[Images with keypoint coordinates]
--

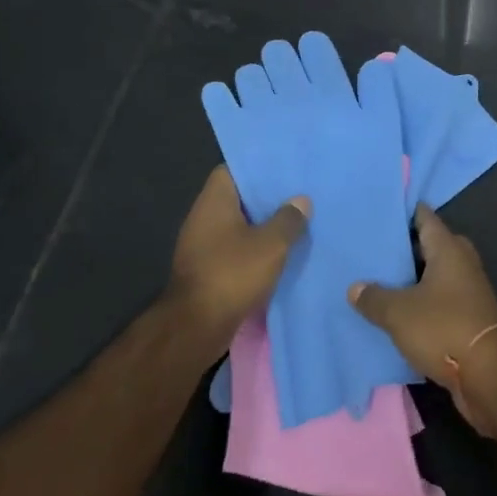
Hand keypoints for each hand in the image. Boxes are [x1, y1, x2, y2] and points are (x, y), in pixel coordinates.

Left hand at [168, 166, 309, 350]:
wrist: (196, 327)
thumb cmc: (232, 274)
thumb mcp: (270, 245)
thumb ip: (288, 220)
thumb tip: (300, 200)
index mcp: (214, 201)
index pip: (233, 169)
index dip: (258, 168)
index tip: (284, 170)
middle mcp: (203, 217)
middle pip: (238, 198)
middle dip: (266, 199)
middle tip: (298, 196)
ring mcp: (202, 245)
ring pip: (238, 226)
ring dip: (262, 227)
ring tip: (295, 223)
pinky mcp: (207, 269)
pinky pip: (235, 249)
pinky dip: (254, 250)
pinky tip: (279, 254)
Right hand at [348, 204, 496, 433]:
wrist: (490, 377)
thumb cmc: (444, 328)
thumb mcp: (398, 312)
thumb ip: (374, 297)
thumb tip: (355, 287)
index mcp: (448, 249)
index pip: (425, 217)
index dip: (403, 211)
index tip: (379, 209)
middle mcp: (461, 264)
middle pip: (431, 246)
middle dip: (406, 247)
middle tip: (373, 248)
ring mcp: (468, 293)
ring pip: (435, 276)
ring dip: (412, 279)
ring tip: (377, 280)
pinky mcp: (468, 320)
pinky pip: (439, 302)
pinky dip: (420, 304)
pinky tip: (395, 313)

--

Activity:
Could you print the lines above, exactly as written, from the line containing "pinky tip: (279, 254)" through the final one?

Answer to the problem:
pinky tip: (279, 254)
Right hand at [348, 204, 496, 433]:
wrist: (490, 377)
thumb cmc: (444, 328)
thumb mcp: (398, 312)
thumb ip: (374, 297)
thumb tip: (355, 287)
index mcp: (448, 249)
index pip: (425, 217)
index dip: (403, 211)
index tip: (379, 209)
middle mcp: (461, 264)
middle pip: (431, 246)
middle dip: (406, 247)
middle tip: (373, 248)
ring mcp: (468, 293)
ring pip: (435, 276)
ring dip: (412, 279)
ring tip: (377, 280)
pinky mcp: (468, 320)
pinky pip: (439, 302)
pinky dip: (420, 304)
pinky tip: (395, 313)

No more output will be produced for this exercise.